Aim of the task:
Each line below must be set down exactly; omit any image you find.

Source data:
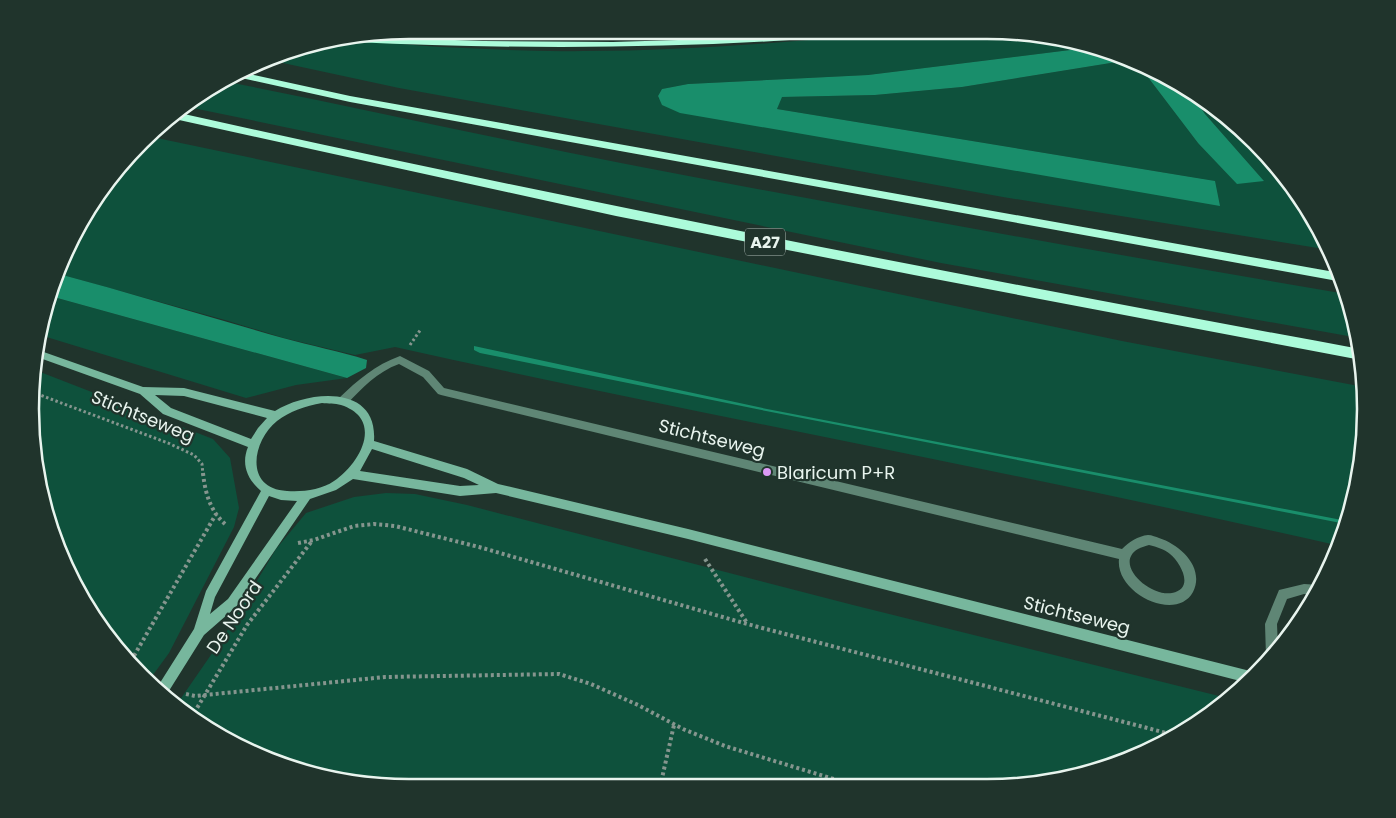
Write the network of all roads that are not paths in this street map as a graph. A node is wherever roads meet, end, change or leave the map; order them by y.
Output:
1 (769, 39) edge
2 (384, 40) edge
3 (247, 76) edge
4 (181, 117) edge
5 (1333, 277) edge
6 (1353, 353) edge
7 (43, 355) edge
8 (144, 391) junction
9 (343, 401) junction
10 (277, 416) junction
11 (253, 444) junction
12 (370, 444) junction
13 (351, 474) junction
14 (496, 488) junction
15 (267, 490) junction
16 (306, 496) junction
17 (1124, 555) junction
18 (1310, 589) edge
19 (199, 632) junction
20 (1272, 645) edge
21 (1244, 675) edge
22 (164, 686) edge

1 - 2 highway
3 - 5 highway
4 - 6 highway, A27
7 - 8 street, Stichtseweg
8 - 10 street, Stichtseweg
8 - 11 street, Stichtseweg
9 - 10 street
9 - 12 street
9 - 17 lane, Stichtseweg
10 - 11 street
11 - 15 street
12 - 13 street
12 - 14 street, Stichtseweg
13 - 14 street, Stichtseweg
13 - 16 street
14 - 21 street, Stichtseweg
15 - 16 street
15 - 19 street, De Noord
16 - 19 street, De Noord
17 - 17 lane
18 - 20 lane
19 - 22 street, De Noord

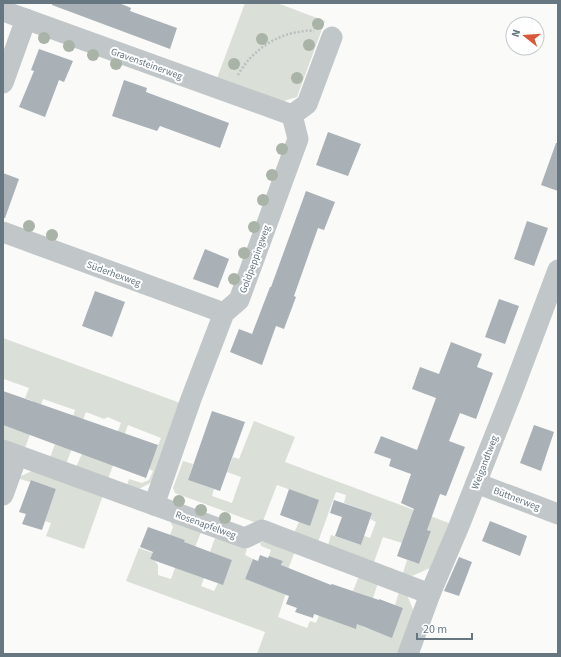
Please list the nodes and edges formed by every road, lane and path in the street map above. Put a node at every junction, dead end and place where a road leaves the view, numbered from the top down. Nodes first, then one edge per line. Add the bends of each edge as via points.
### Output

Answer to this task:
Write the network of all roads that are not paths in this street map as a graph. A node is wherever roads meet, end, change or leave the map; order them by y.
Output:
1 (769, 39) edge
2 (384, 40) edge
3 (247, 76) edge
4 (181, 117) edge
5 (1333, 277) edge
6 (1353, 353) edge
7 (43, 355) edge
8 (144, 391) junction
9 (343, 401) junction
10 (277, 416) junction
11 (253, 444) junction
12 (370, 444) junction
13 (351, 474) junction
14 (496, 488) junction
15 (267, 490) junction
16 (306, 496) junction
17 (1124, 555) junction
18 (1310, 589) edge
19 (199, 632) junction
20 (1272, 645) edge
21 (1244, 675) edge
22 (164, 686) edge

1 - 2 highway
3 - 5 highway
4 - 6 highway, A27
7 - 8 street, Stichtseweg
8 - 10 street, Stichtseweg
8 - 11 street, Stichtseweg
9 - 10 street
9 - 12 street
9 - 17 lane, Stichtseweg
10 - 11 street
11 - 15 street
12 - 13 street
12 - 14 street, Stichtseweg
13 - 14 street, Stichtseweg
13 - 16 street
14 - 21 street, Stichtseweg
15 - 16 street
15 - 19 street, De Noord
16 - 19 street, De Noord
17 - 17 lane
18 - 20 lane
19 - 22 street, De Noord

Please list the nodes and edges formed by every road, lane and path in the street map above. Put a node at every junction, dead end and place where a road leaves the view, numbered from the top down. Nodes first, then one edge per line. Add the bends of each edge as via points.
### Output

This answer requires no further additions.